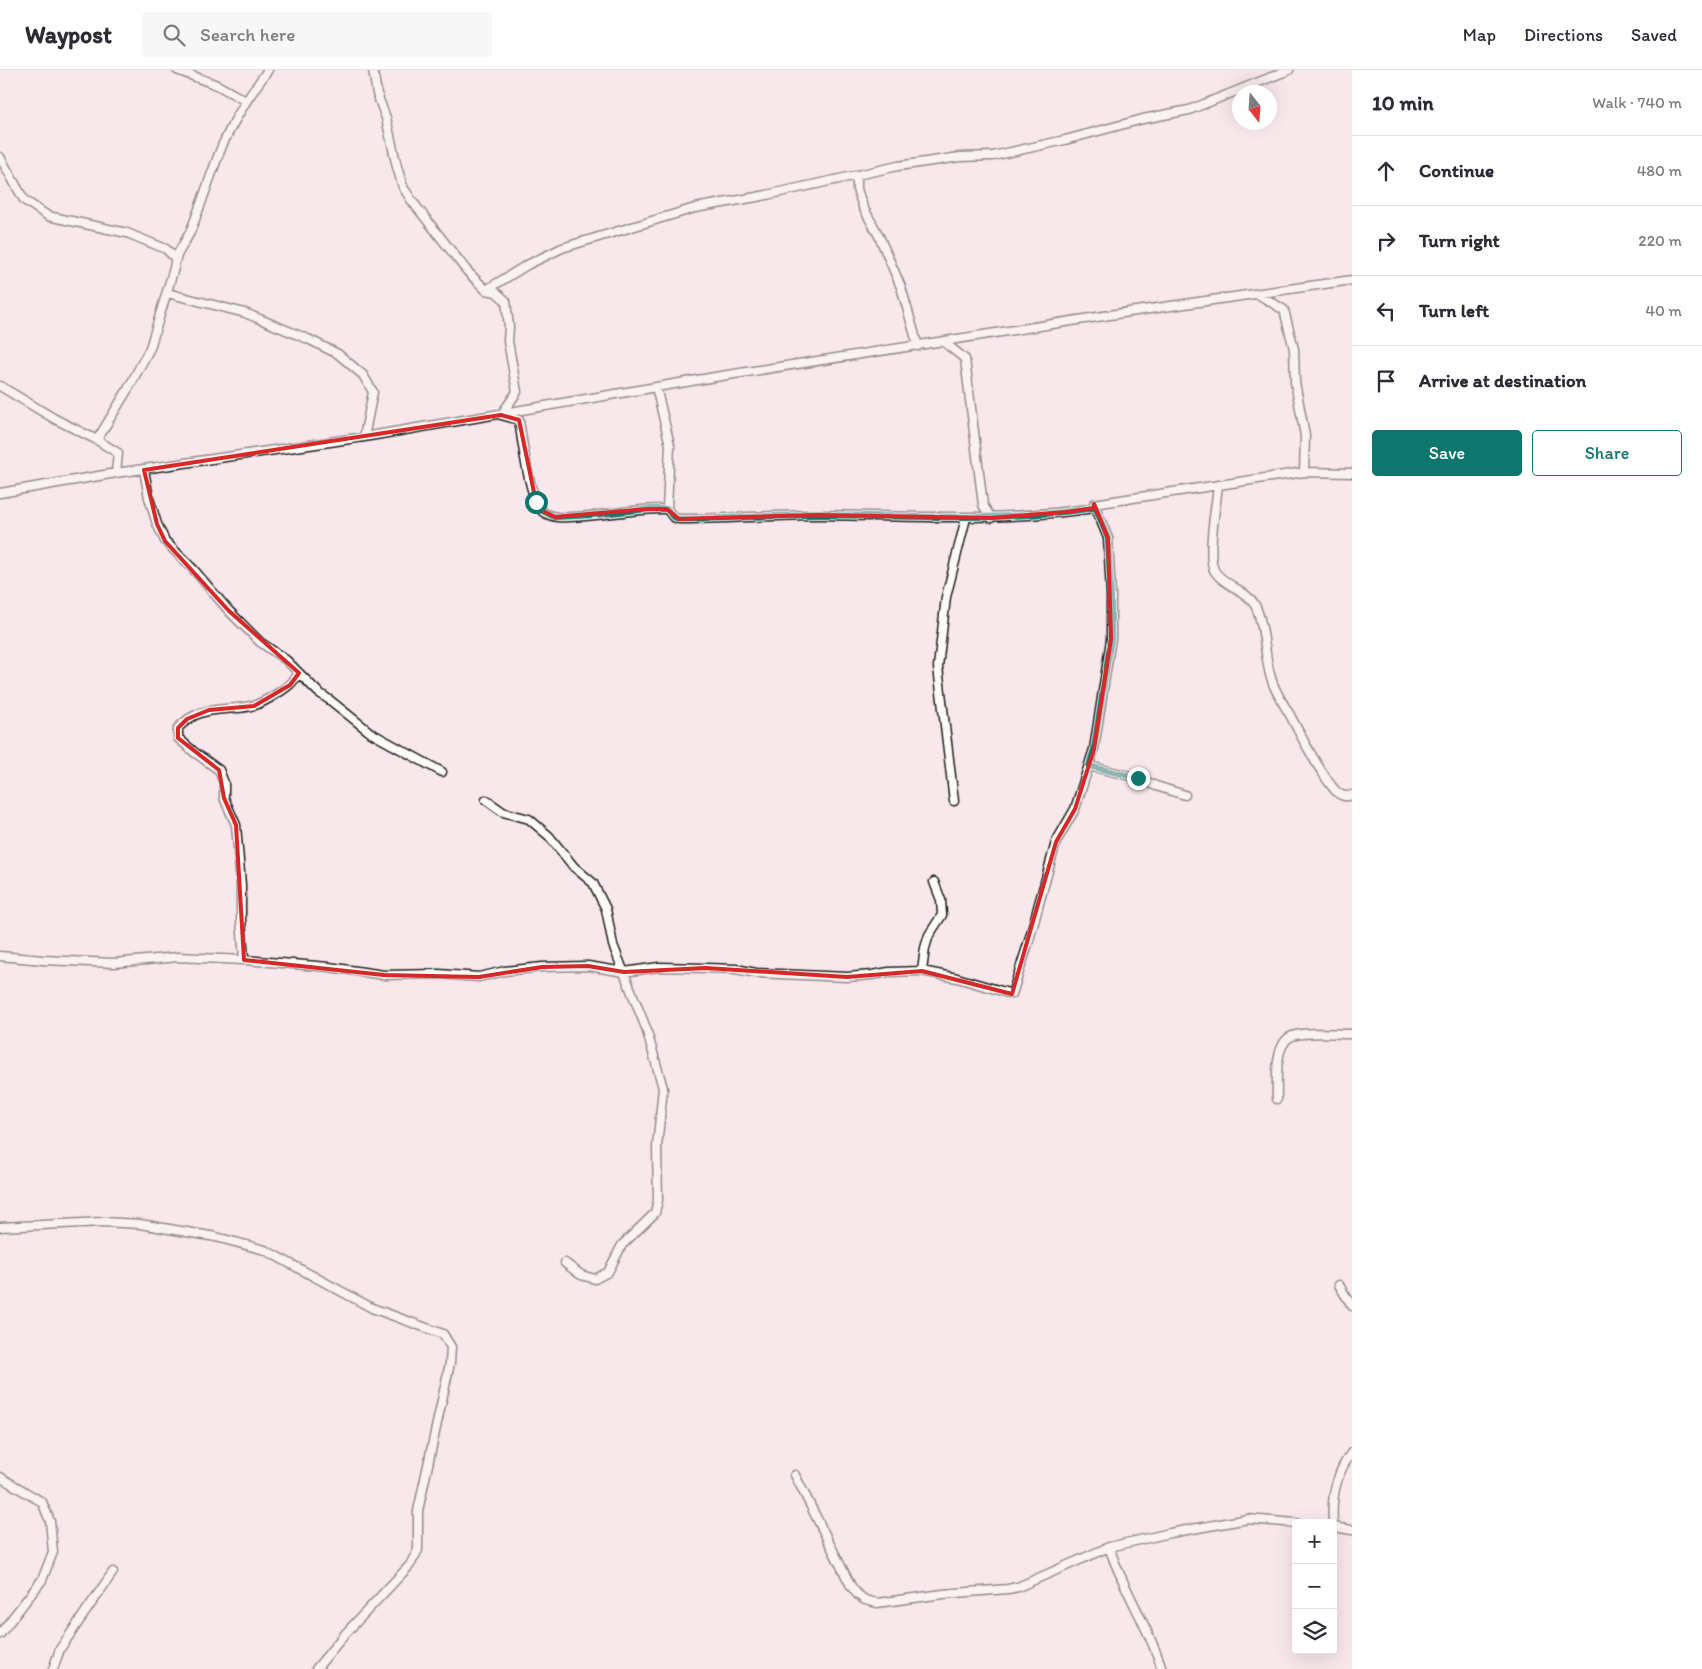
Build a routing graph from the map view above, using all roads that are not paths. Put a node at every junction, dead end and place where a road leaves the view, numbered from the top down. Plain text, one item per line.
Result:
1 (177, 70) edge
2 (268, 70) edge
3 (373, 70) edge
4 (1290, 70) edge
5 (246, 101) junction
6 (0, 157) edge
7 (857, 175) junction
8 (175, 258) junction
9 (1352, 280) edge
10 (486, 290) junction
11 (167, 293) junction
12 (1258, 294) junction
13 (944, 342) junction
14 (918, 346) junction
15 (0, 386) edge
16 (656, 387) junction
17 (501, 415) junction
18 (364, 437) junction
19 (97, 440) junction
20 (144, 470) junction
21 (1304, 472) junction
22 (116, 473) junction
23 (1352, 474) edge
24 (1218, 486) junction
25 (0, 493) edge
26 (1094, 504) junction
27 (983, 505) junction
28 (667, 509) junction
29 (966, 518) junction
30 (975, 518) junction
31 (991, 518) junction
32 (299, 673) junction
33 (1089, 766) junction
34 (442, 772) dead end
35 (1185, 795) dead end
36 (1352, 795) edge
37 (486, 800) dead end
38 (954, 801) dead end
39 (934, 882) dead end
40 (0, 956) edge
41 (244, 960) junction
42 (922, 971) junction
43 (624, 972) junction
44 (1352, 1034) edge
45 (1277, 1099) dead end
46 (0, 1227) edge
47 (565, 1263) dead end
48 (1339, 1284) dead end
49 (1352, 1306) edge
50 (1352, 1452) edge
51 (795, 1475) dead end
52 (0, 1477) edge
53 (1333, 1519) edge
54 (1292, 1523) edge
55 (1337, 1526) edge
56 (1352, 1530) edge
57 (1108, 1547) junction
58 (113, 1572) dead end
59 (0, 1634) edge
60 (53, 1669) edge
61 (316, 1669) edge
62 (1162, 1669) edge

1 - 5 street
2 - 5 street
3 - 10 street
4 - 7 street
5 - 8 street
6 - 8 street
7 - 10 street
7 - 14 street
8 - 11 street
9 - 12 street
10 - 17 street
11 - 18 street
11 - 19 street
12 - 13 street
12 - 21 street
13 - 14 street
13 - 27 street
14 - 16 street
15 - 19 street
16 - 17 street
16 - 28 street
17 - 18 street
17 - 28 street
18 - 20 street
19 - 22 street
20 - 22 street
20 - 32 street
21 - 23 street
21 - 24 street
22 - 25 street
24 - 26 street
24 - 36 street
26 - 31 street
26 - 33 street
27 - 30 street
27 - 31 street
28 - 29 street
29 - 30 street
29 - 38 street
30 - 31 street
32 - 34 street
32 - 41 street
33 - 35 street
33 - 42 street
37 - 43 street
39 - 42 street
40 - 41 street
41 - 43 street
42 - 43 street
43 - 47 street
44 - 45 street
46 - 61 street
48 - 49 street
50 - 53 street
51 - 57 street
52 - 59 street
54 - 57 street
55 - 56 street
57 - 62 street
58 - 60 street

■ **DIRECTIONS FOR THIS TASK**:
Please return every line of the records that contains the word "dead".

■ **EXERCISE SOLUTION**:
Build a routing graph from the map view above, using all roads that are not paths. Put a node at every junction, dead end and place where a road leaves the view, numbered from the top down. Plain text, one item per line.
34 (442, 772) dead end
35 (1185, 795) dead end
37 (486, 800) dead end
38 (954, 801) dead end
39 (934, 882) dead end
45 (1277, 1099) dead end
47 (565, 1263) dead end
48 (1339, 1284) dead end
51 (795, 1475) dead end
58 (113, 1572) dead end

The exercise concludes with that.